- Created by: Mark Marlow
- Starring: Pietro Herrera Jamie McMillan George Young (actor) Gemma Harvey
- Country of origin: United Kingdom
- No. of seasons: 1
- No. of episodes: 6

Production
- Executive producers: Mark Marlow Nick Graves (Season 1)
- Production location: Bristol
- Running time: 29 minutes
- Production company: Schadenfreude Pictures

Original release
- Release: 14 March 2009

= The Brian Jackson Show =

British Internet show

The Brian Jackson Show is an exclusively online show that follows shows such as lonelygirl15 and Kate Modern as examples of the growing number of internet sitcoms and shows that are being broadcast exclusively online. Its broadcasts are aired as full TV-length episodic content.

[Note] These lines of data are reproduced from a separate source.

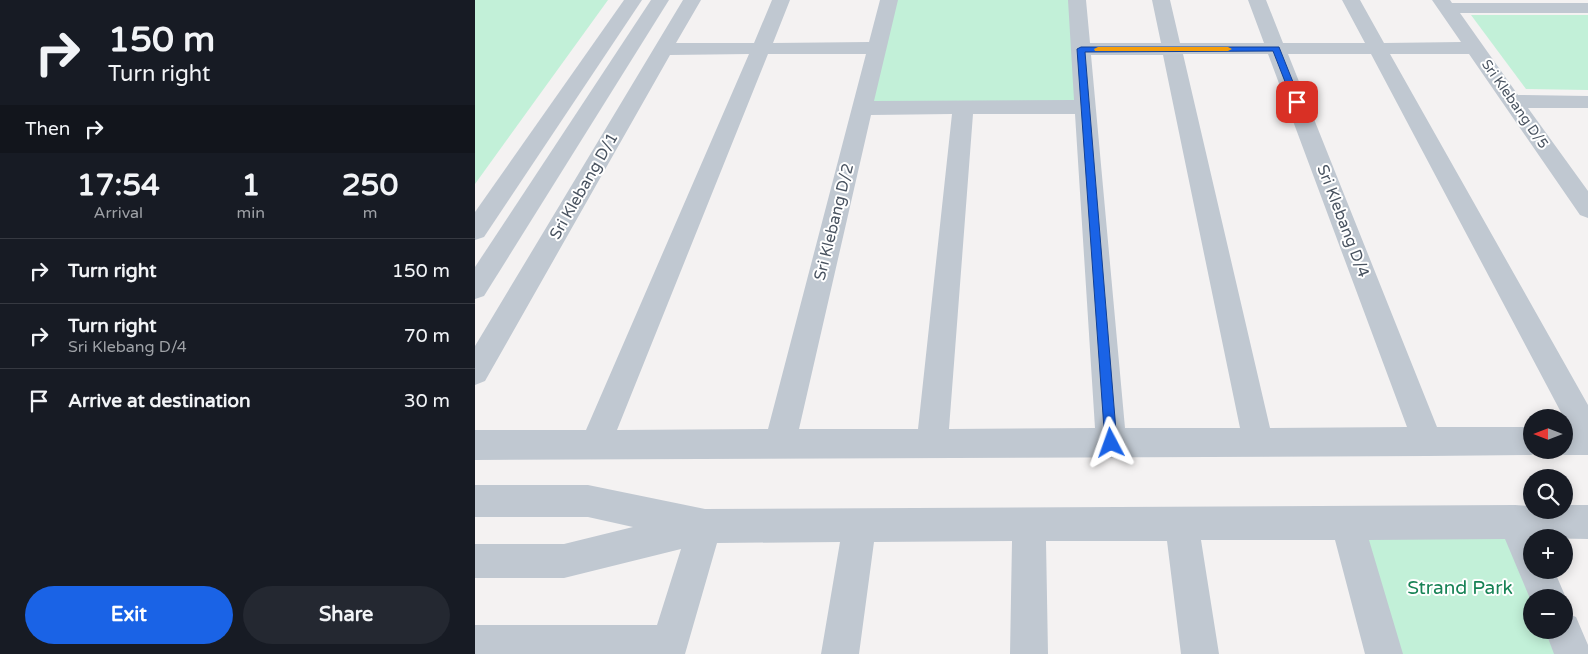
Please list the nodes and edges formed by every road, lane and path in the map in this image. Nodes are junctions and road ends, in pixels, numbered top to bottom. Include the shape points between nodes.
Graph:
1 (633, 0) edge
2 (660, 0) edge
3 (692, 0) edge
4 (781, 0) edge
5 (889, 0) edge
6 (1077, 0) edge
7 (1161, 0) edge
8 (1257, 0) edge
9 (1351, 0) edge
10 (1444, 4) edge
11 (1540, 4) edge
12 (1588, 8) edge
13 (877, 48) junction
14 (1475, 48) junction
15 (663, 49) junction
16 (760, 49) junction
17 (1081, 49) junction
18 (1173, 49) junction
19 (1276, 49) junction
20 (1378, 49) junction
21 (1512, 101) junction
22 (1588, 102) edge
23 (1086, 107) junction
24 (862, 108) junction
25 (963, 108) junction
26 (1588, 209) edge
27 (475, 231) edge
28 (475, 289) edge
29 (475, 372) edge
30 (1588, 434) edge
31 (1523, 441) edge
32 (1573, 441) edge
33 (1588, 441) edge
34 (1258, 442) junction
35 (1428, 442) junction
36 (1111, 443) junction
37 (595, 444) junction
38 (780, 444) junction
39 (932, 444) junction
40 (475, 445) edge
41 (475, 501) edge
42 (1515, 522) junction
43 (1588, 522) edge
44 (1347, 523) junction
45 (1182, 524) junction
46 (860, 525) junction
47 (1029, 525) junction
48 (705, 526) junction
49 (1523, 540) edge
50 (475, 561) edge
51 (1567, 639) edge
52 (477, 647) edge
53 (668, 649) edge
54 (840, 654) edge
55 (1029, 654) edge
56 (1200, 654) edge
57 (1384, 654) edge
58 (1573, 654) edge

1 - 27 street
2 - 28 street
3 - 15 street, Sri Klebang D/1
4 - 16 street
5 - 13 street, Sri Klebang D/2
6 - 17 street
7 - 18 street
8 - 19 street, Sri Klebang D/4
9 - 20 street
10 - 11 street
10 - 14 street, Sri Klebang D/5
11 - 12 street
13 - 16 street
13 - 24 street, Sri Klebang D/2
14 - 20 street
14 - 21 street, Sri Klebang D/5
15 - 16 street
15 - 29 street, Sri Klebang D/1
16 - 37 street
17 - 18 street
17 - 23 street
18 - 19 street
18 - 34 street
19 - 20 street
19 - 35 street, Sri Klebang D/4
20 - 30 street
21 - 22 street
21 - 26 street, Sri Klebang D/5
23 - 25 street
23 - 36 street
24 - 25 street
24 - 38 street, Sri Klebang D/2
25 - 39 street
31 - 35 street
32 - 33 street
34 - 35 street
34 - 36 street
36 - 39 street
37 - 38 street
37 - 40 street
38 - 39 street
41 - 48 street via 588,501
42 - 43 street
42 - 44 street
42 - 49 street
44 - 45 street
44 - 57 street
45 - 47 street
45 - 56 street
46 - 47 street
46 - 48 street
46 - 54 street
47 - 55 street
48 - 50 street via 564,561
48 - 53 street
51 - 58 street
52 - 53 street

Even though the show received positive reviews, it was not continued after the first season ended.

The Brian Jackson Show aired its first episode on 14 March 2009.

==Overview==
The Brian Jackson Show is written and directed by Mark Marlow.

The show has its own Facebook page

"The eponymous Brian Jackson is a man that thinks the unthinkable and simply runs with it.

The Brian Jackson Show is a fresh and innovative new sitcom, that [is] exclusively available ONLINE.

A comedy aimed at those who secretly wish they could live life by their own set of rules, oblivious to the chaos around the corner.

Spread over six intricately structured episodes, writer and director Mark Marlow invites audiences to enter the world of Brian Jackson and his three housemates. Robin Donald is Brian's wing man, or put more accurately, his patsy. The house is owned by Tony, Robin's stepbrother, who has recently thrown a curve ball at the house dynamics; a woman. Cringe and cry with laughter as Robin, Tony, and his girlfriend Crystal are swept away by the whirlwind that is Brian Jackson. False Limbs; assisted suicide; dog knapping; and illegal pornography...taboo has lost all meaning."

===Main characters===
- Brian Jackson (Pietro Herrera)
- Robin Donald (Jamie McMillan)
- Tony Donald (George Young)
- Crystal Kiltgaard (Gemma Harvey)

==Reviews==
One reviewer described an episode as "29:58 of sheer joy to be watched repeatedly":

Of late, England has produced series after series of awkward yet intelligently goofy sitcoms that Hollywood inevitably cannibalizes. The web series The Brian Jackson Show is firmly of this tradition.